When to use built-in Dragon functionality

Dragonfly is so powerful that it’s easy to forget that Dragon does some things well out-of-the-box. To maximize your efficiency, it’s important know when it’s not worth it to reinvent the wheel. In this post, I’ll describe when I prefer to use built-in Dragon functionality.

Dragon’s strength is natural language dictation and editing. It allows you to speak continuously for any length of time, and it’s very convenient to correct words and move the cursor by referring to previously dictated text. But as soon as a Dragonfly command is uttered in an unsupported text field, Dragon will no longer let you make corrections. So when dictating English text, I generally try to avoid using Dragonfly commands. If I want to dictate variable or function names from code, I just use “cap”, “no caps”, and “no space” to help. This way I can keep dictating without any pauses. I will occasionally switch to Dragonfly commands when making small corrections, but I try to avoid it. When possible, I try to use the built-in “correct …” commands, and when that is not sufficient I use “go back” after making an edit to quickly jump back to where I was.

Whether dictating text or code, I prefer to add misrecognized words directly to the Dragon vocabulary instead of putting these into my custom grammar. This makes it easy to train the words, and I have designed my grammar so that it works in harmony with the Dragon vocabulary. For instance, if I have a common class name “SimDataManager”, I would add the phrase “sim data manager” to my vocabulary and then I can easily style it with underscores or camel case using my Dragonfly commands, without having to treat it as a special case. Similarly, if I have a frequently misrecognized command that I don’t want to change, I will train it using Dragon, taking care to not add it to the vocabulary (using “train word”), which would create ambiguity between command and dictation.

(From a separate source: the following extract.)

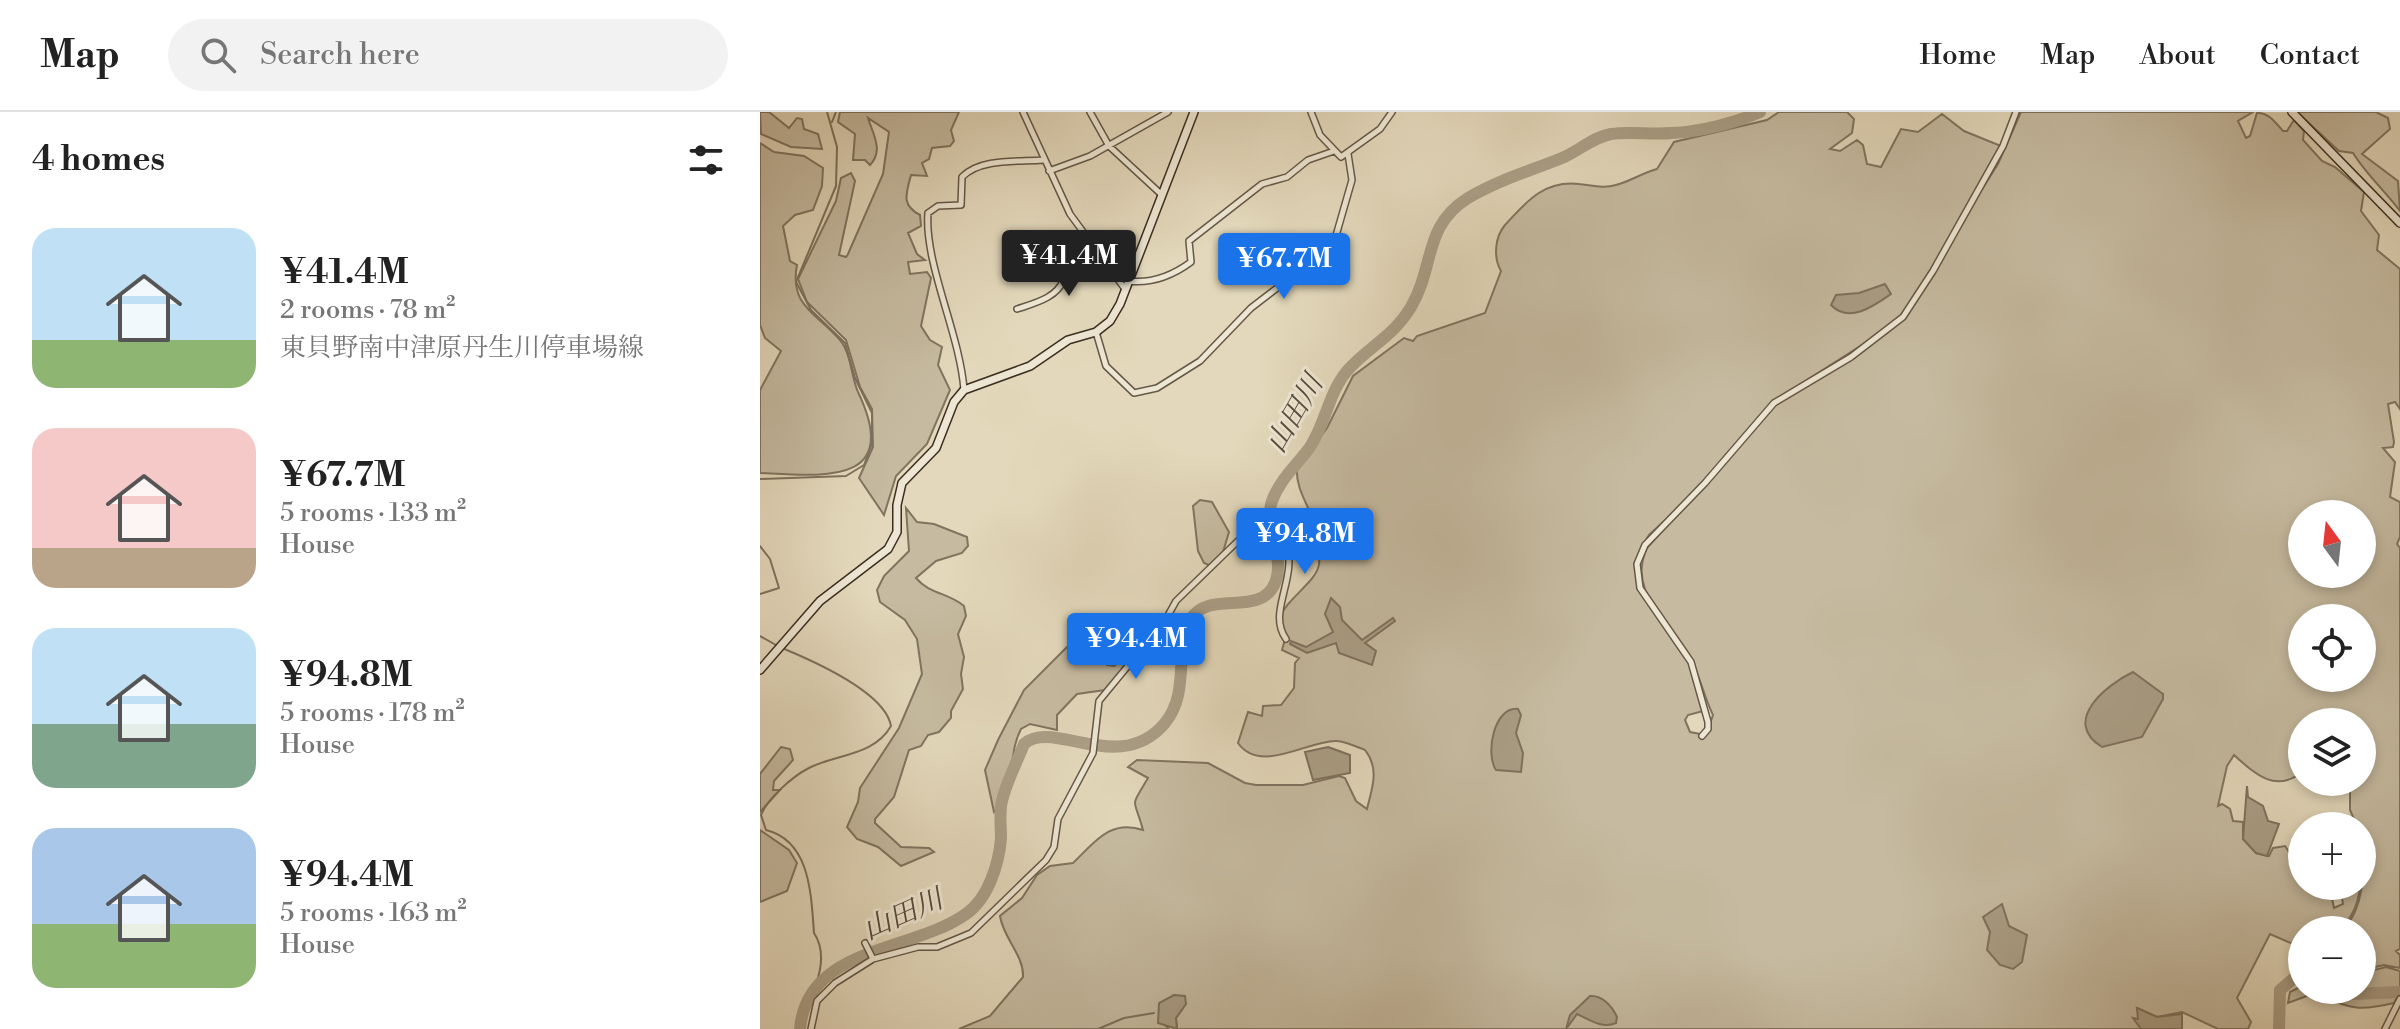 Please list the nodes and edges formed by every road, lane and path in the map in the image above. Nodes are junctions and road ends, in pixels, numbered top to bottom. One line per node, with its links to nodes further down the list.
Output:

I recommend familiarizing yourself with the Dragon Command Browser (“open Command Browser”) so you know what is available. Note that the “Show all” button is helpful for expanding ellipses in commands. Some of my favorite short commands are “display text” to open the dictation box, “edit all” to select all and open the dictation box, and “edit words” to open the Vocabulary Editor.

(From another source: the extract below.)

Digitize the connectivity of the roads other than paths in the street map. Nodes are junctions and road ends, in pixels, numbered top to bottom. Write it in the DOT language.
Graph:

When do you prefer to use built-in Dragon functionality to custom commands? Please post in the comments!

P.S. I would like to acknowledge the help of Mark, one of my readers/commentors, who influenced me on this subject and pointed me to some of the most useful built-in commands.

8 thoughts on “When to use built-in Dragon functionality”

  1. James, what editors(code and otherwise) do you use that support select-n-say vs ones which do not?

    1. I would separate apps into three categories: (1) those with full text support, (2) those that support Select-and-Say if not mixed with other commands, and (3) those that break even with the most basic Select-and-Say usage. Unfortunately Emacs, my primary editor, falls into the third category. Sometimes Select-and-Say works, sometimes it doesn’t (e.g. it doesn’t modify the correct segment of text). When I use it over NX, even “scratch that” doesn’t work properly. Fortunately, I don’t do a lot of natural language editing in Emacs. I might if this worked, though.

      The main place I do natural language editing is within Chrome, such as when writing emails. I find that the built-in Dragon support for Chrome is really buggy and frequently causes hangs, so I disable it. That effectively changes chrome from a (1) to a (2). When I am working on a long piece of text, I will open the dictation box. For some reason the dictation box is slow to start, so I am planning to try to set this up with a faster editor with full text support (e.g. Notepad).

      1. I believe Outlook has full Select-and-Say support, and it supports most of the built-in Dragon commands for formatting text. I don’t use it myself, but I believe Dragon is about as powerful in Outlook as it is in Microsoft Word.

  2. Some of the built-in Dragon commands for PowerPoint are hard to duplicate by keystrokes. For example, slide 1 or object 1.

    1. It should improve everything. It gives Dragon three kinds of information:

      Which words you tend to use next to one another (this improves context recognition when dictating). This won’t help with commands.
      How you pronounce the individual words in the document. This will only help if you have your commands in the doc.
      How you pronounce individual phonemes (i.e. your accent, voice texture, etc.). This one will improve command recognition.